All this entails different dynamic semantic functions (DSFs). In the former case, the subject performs the DSF of expressing a Phenomenon to be presented, animate or inanimate, concrete or abstract, real or imaginary. In the latter case, it performs the DSF of expressing a Bearer of quality. (Quality is to be understood here in a wide sense of the word: anything ascribed to the subject by the verb, or after a copula by an adjective or noun, is regarded as a quality, permanent or transient.)

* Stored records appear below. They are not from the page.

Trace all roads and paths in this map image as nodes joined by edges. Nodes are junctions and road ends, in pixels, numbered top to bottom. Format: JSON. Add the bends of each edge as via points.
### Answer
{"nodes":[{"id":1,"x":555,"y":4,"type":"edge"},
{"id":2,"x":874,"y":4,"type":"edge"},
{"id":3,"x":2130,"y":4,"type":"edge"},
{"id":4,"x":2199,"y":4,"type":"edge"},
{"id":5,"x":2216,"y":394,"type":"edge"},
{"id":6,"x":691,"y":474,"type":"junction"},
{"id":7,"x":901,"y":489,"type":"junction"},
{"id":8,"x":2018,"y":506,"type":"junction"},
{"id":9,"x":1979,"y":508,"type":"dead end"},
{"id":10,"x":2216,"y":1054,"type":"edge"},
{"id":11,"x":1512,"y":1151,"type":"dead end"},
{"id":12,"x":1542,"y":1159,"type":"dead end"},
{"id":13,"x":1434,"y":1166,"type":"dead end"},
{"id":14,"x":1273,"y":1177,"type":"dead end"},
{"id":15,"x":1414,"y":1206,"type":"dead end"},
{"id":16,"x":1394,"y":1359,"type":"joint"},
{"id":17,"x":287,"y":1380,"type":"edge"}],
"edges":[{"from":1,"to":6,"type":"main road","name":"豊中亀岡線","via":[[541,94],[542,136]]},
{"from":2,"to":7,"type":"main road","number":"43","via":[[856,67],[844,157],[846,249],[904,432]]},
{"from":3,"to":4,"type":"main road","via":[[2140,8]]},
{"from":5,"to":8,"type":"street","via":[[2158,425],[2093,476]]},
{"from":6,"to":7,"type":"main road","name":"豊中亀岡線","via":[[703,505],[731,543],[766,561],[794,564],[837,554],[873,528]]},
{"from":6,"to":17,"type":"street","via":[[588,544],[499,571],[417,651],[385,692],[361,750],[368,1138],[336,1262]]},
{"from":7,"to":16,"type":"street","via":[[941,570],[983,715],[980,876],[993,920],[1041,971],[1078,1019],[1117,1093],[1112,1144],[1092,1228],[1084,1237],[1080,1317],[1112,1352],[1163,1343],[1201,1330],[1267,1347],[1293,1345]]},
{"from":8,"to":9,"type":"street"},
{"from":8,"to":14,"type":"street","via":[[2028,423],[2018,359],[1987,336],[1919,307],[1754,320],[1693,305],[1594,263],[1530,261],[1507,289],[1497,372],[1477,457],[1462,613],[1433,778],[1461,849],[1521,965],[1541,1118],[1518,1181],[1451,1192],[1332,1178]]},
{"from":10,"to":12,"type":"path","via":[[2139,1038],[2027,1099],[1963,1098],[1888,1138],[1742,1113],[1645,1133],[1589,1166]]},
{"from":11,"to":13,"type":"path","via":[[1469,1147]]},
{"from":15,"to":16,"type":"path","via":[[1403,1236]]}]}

If in Jan has come to the dining room the adverbial to the dining room is the only constituent that conveys retrievable information, the subject Jan performs the DSF of expressing the Phenomenon to be presented (the Ph-function), the notional component of the verb come performs the DSF of Presentation (the Pr-function). and the adverbial to the dining room performs the DSF of expressing a Setting (the Set-function).

If in Jan has come to the dining room the subject Jan is the only constituent that conveys retrievable information, it performs the DSF of expressing the Bearer of quality (the B-function), the notional component of the verb come performs the DSF of expressing a Quality (Q-function) and the adverbial to the dining room performs the DSF of expressing a Specification (the Sp-function).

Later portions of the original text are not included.